- [How to complete this task] Count up the lines holding "nodes" in the material, then reply with only the number.

- [Source data]
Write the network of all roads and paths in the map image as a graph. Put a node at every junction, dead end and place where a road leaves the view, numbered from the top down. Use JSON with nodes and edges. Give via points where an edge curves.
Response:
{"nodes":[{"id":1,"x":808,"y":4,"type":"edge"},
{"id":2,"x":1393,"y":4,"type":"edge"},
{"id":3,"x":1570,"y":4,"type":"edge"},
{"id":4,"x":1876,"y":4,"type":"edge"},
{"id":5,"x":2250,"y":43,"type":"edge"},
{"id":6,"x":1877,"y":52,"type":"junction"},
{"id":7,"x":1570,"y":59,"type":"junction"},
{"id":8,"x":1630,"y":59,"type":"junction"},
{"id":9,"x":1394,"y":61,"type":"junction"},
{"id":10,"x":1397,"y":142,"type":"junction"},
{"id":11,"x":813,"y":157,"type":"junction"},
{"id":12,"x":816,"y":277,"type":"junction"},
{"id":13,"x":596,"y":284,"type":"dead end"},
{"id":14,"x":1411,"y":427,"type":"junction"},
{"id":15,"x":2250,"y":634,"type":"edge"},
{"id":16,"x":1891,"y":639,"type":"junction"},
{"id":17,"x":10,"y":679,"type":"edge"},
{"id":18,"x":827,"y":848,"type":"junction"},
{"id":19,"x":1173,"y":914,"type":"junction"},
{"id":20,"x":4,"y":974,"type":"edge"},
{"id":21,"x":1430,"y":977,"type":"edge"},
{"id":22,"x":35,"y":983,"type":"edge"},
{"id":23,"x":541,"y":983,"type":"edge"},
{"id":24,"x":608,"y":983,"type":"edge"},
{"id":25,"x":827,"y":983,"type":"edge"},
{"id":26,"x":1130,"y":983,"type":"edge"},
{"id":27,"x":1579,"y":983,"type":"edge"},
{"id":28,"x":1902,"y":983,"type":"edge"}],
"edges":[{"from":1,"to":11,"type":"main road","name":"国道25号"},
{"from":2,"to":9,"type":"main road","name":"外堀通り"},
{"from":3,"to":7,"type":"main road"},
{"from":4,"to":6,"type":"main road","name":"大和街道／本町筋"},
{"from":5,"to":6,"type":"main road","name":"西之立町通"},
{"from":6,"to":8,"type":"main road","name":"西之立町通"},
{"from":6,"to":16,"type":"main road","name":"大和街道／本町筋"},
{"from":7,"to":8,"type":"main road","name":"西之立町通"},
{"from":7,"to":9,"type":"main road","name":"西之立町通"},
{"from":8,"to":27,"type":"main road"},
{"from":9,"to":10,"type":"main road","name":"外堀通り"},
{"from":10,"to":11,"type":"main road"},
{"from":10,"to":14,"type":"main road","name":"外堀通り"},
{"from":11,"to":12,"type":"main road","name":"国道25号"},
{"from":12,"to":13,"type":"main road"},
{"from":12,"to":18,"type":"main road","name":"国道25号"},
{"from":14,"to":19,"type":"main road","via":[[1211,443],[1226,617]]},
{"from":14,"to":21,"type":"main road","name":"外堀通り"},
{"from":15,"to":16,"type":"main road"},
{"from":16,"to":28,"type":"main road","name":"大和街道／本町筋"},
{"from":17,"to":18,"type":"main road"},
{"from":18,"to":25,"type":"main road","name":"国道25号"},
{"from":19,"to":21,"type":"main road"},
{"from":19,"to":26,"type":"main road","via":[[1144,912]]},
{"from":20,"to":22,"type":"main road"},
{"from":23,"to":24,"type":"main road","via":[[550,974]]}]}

- [Exercise solution] 2